● Directions:
When a line below holds the string "view", show that line.

● Given information:
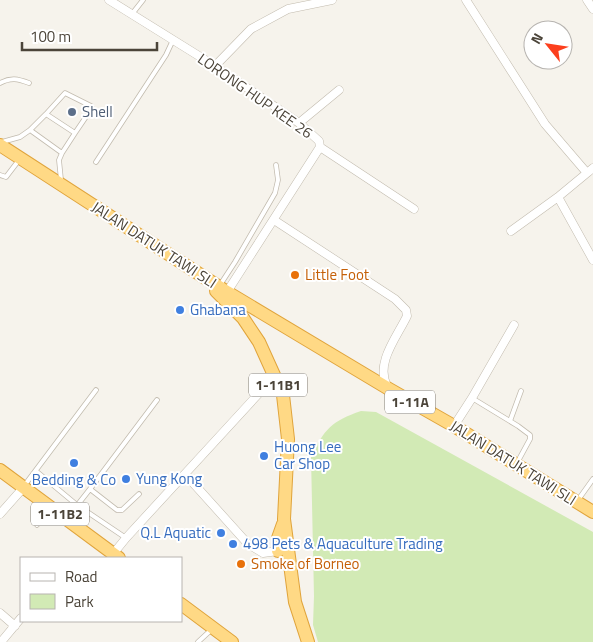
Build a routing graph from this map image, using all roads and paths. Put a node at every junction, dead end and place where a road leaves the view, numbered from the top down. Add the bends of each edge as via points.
1 (109, 0) edge
2 (143, 0) edge
3 (331, 0) edge
4 (466, 0) edge
5 (587, 0) edge
6 (593, 9) edge
7 (132, 14) junction
8 (173, 40) junction
9 (215, 66) junction
10 (0, 83) edge
11 (29, 83) dead end
12 (339, 90) dead end
13 (46, 114) junction
14 (299, 123) junction
15 (30, 130) junction
16 (75, 133) junction
17 (0, 144) edge
18 (320, 147) junction
19 (62, 153) junction
20 (20, 158) junction
21 (96, 162) dead end
22 (276, 165) dead end
23 (590, 170) edge
24 (0, 175) edge
25 (63, 186) junction
26 (558, 197) junction
27 (414, 209) dead end
28 (274, 220) junction
29 (511, 231) dead end
30 (593, 260) edge
31 (200, 275) junction
32 (223, 289) junction
33 (514, 326) dead end
34 (388, 389) junction
35 (96, 390) dead end
36 (262, 390) dead end
37 (521, 391) dead end
38 (472, 398) junction
39 (157, 400) dead end
40 (510, 421) junction
41 (454, 426) junction
42 (516, 465) junction
43 (0, 470) edge
44 (36, 471) junction
45 (185, 474) junction
46 (593, 479) edge
47 (24, 487) junction
48 (90, 489) junction
49 (139, 494) dead end
50 (576, 502) junction
51 (77, 505) junction
52 (52, 508) junction
53 (593, 512) edge
54 (0, 514) edge
55 (66, 518) junction
56 (284, 519) junction
57 (37, 526) dead end
58 (126, 538) junction
59 (278, 551) joint
60 (116, 556) edge
61 (182, 605) edge
62 (0, 613) edge
63 (20, 619) edge
64 (15, 626) junction
65 (213, 628) junction
66 (1, 642) edge
67 (198, 642) edge
68 (232, 642) edge
69 (308, 642) edge

1 - 7 street, LORONG HUP KEE 26
2 - 7 lane
3 - 9 street via 288,9 251,29
4 - 23 street via 545,124
5 - 6 street
7 - 8 street, LORONG HUP KEE 26
8 - 9 street, LORONG HUP KEE 26
8 - 21 lane
9 - 14 street, LORONG HUP KEE 26
10 - 11 lane via 10,78
12 - 14 street
13 - 15 lane
13 - 16 lane
13 - 16 lane via 65,93 91,106
14 - 18 street, LORONG HUP KEE 26 via 319,141
15 - 17 lane
15 - 19 lane
16 - 19 lane
17 - 20 highway, JALAN DATUK TAWI SLI / 1-11A
18 - 27 street, LORONG HUP KEE 26
18 - 28 street
19 - 25 lane via 59,168
20 - 24 lane via 6,177
20 - 25 highway, JALAN DATUK TAWI SLI / 1-11A
22 - 32 lane via 278,180 275,193
23 - 26 street
25 - 31 highway, JALAN DATUK TAWI SLI / 1-11A
26 - 29 street
26 - 30 street
28 - 32 street
28 - 34 street via 406,310 407,316 384,361 383,378
31 - 32 highway, JALAN DATUK TAWI SLI / 1-11A
31 - 56 highway, 1-11B1 via 243,318 283,395 288,439
32 - 34 highway, JALAN DATUK TAWI SLI / 1-11A
33 - 38 street
34 - 41 highway, JALAN DATUK TAWI SLI / 1-11A
35 - 44 lane
36 - 45 street
37 - 40 lane
38 - 40 lane
38 - 41 street
39 - 48 lane
40 - 42 lane via 530,435
41 - 42 highway, JALAN DATUK TAWI SLI / 1-11A
42 - 50 highway, JALAN DATUK TAWI SLI / 1-11A
43 - 47 highway, 1-11B2
44 - 47 lane
44 - 51 lane
45 - 58 street
45 - 59 street via 248,544 263,553
46 - 50 lane
47 - 52 highway, 1-11B2
47 - 54 street
48 - 49 lane via 117,510 122,510
48 - 51 lane
50 - 53 highway, JALAN DATUK TAWI SLI / 1-11A
51 - 55 lane
51 - 58 lane
52 - 55 highway, 1-11B2
52 - 57 lane
55 - 60 highway, 1-11B2
56 - 59 highway
56 - 69 highway, 1-11B1 via 295,602
58 - 60 street
61 - 65 highway
62 - 64 street
63 - 64 street
64 - 66 street
65 - 67 lane
65 - 68 highway

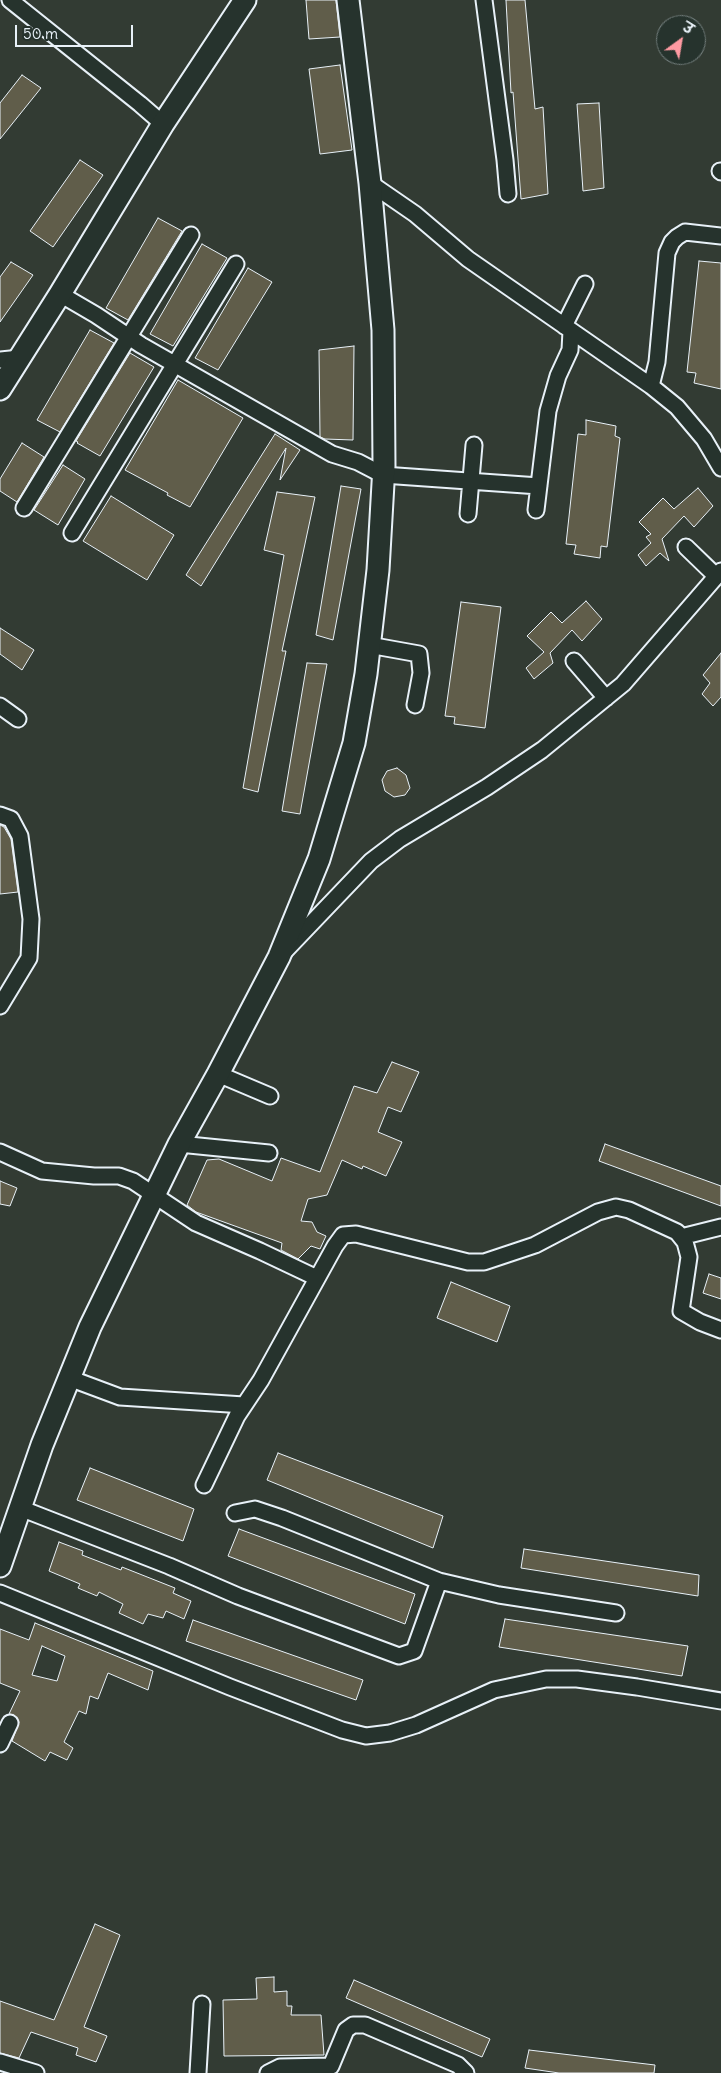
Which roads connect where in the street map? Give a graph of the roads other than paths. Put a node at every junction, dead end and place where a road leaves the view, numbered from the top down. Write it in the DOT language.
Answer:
graph roads {
  1 [pos="10,0"];
  2 [pos="245,0"];
  3 [pos="348,0"];
  4 [pos="484,0"];
  5 [pos="163,124"];
  6 [pos="370,182"];
  7 [pos="508,194"];
  8 [pos="190,235"];
  9 [pos="721,236"];
  10 [pos="236,264"];
  11 [pos="585,284"];
  12 [pos="60,294"];
  13 [pos="567,328"];
  14 [pos="129,336"];
  15 [pos="10,359"];
  16 [pos="175,364"];
  17 [pos="651,386"];
  18 [pos="0,389"];
  19 [pos="474,446"];
  20 [pos="721,468"];
  21 [pos="383,475"];
  22 [pos="471,481"];
  23 [pos="539,486"];
  24 [pos="24,508"];
  25 [pos="536,510"];
  26 [pos="468,514"];
  27 [pos="72,533"];
  28 [pos="686,547"];
  29 [pos="719,573"];
  30 [pos="369,645"];
  31 [pos="574,661"];
  32 [pos="606,698"];
  33 [pos="415,705"];
  34 [pos="0,706"];
  35 [pos="18,719"];
  36 [pos="0,815"];
  37 [pos="280,957"];
  38 [pos="0,1006"];
  39 [pos="218,1074"];
  40 [pos="270,1096"];
  41 [pos="179,1144"];
  42 [pos="0,1152"];
  43 [pos="269,1153"];
  44 [pos="154,1194"];
  45 [pos="721,1226"];
  46 [pos="681,1237"];
  47 [pos="317,1278"];
  48 [pos="721,1330"];
  49 [pos="69,1378"];
  50 [pos="244,1405"];
  51 [pos="204,1485"];
  52 [pos="20,1508"];
  53 [pos="235,1513"];
  54 [pos="0,1566"];
  55 [pos="439,1582"];
  56 [pos="0,1593"];
  57 [pos="616,1613"];
  58 [pos="721,1701"];
  59 [pos="10,1723"];
  60 [pos="0,1744"];
  61 [pos="202,2004"];
  62 [pos="0,2062"];
  63 [pos="36,2073"];
  64 [pos="198,2073"];
  65 [pos="268,2073"];
  66 [pos="466,2073"];
  1 -- 5 [label="street"];
  2 -- 5 [label="street"];
  3 -- 6 [label="street"];
  4 -- 7 [label="street"];
  5 -- 12 [label="street"];
  6 -- 13 [label="street"];
  6 -- 21 [label="street"];
  8 -- 14 [label="street"];
  9 -- 17 [label="street"];
  10 -- 16 [label="street"];
  11 -- 13 [label="street"];
  12 -- 14 [label="street"];
  12 -- 15 [label="street"];
  13 -- 17 [label="street"];
  13 -- 23 [label="street"];
  14 -- 16 [label="street"];
  14 -- 24 [label="street"];
  15 -- 18 [label="street"];
  16 -- 21 [label="street"];
  16 -- 27 [label="street"];
  17 -- 20 [label="street"];
  19 -- 22 [label="street"];
  21 -- 22 [label="street"];
  21 -- 30 [label="street"];
  22 -- 23 [label="street"];
  22 -- 26 [label="street"];
  23 -- 25 [label="street"];
  28 -- 29 [label="street"];
  29 -- 32 [label="street"];
  30 -- 33 [label="street"];
  30 -- 37 [label="street"];
  31 -- 32 [label="street"];
  32 -- 37 [label="street"];
  34 -- 35 [label="street"];
  36 -- 38 [label="street"];
  37 -- 39 [label="street"];
  39 -- 40 [label="street"];
  39 -- 41 [label="street"];
  41 -- 43 [label="street"];
  41 -- 44 [label="street"];
  42 -- 44 [label="street"];
  44 -- 47 [label="street"];
  44 -- 49 [label="street"];
  45 -- 46 [label="street"];
  46 -- 47 [label="street"];
  46 -- 48 [label="street"];
  47 -- 50 [label="street"];
  49 -- 50 [label="street"];
  49 -- 52 [label="street"];
  50 -- 51 [label="street"];
  52 -- 54 [label="street"];
  52 -- 55 [label="street"];
  53 -- 55 [label="street"];
  55 -- 57 [label="street"];
  56 -- 58 [label="street"];
  59 -- 60 [label="street"];
  61 -- 64 [label="street"];
  62 -- 63 [label="street"];
  65 -- 66 [label="street"];
}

● Finished task:
Build a routing graph from this map image, using all roads and paths. Put a node at every junction, dead end and place where a road leaves the view, numbered from the top down. Add the bends of each edge as via points.
Which roads connect where in the street map? Give a graph of the roads other than paths. Put a node at every junction, dead end and place where a road leaves the view, numbered from the top down. Write it in the DOT language.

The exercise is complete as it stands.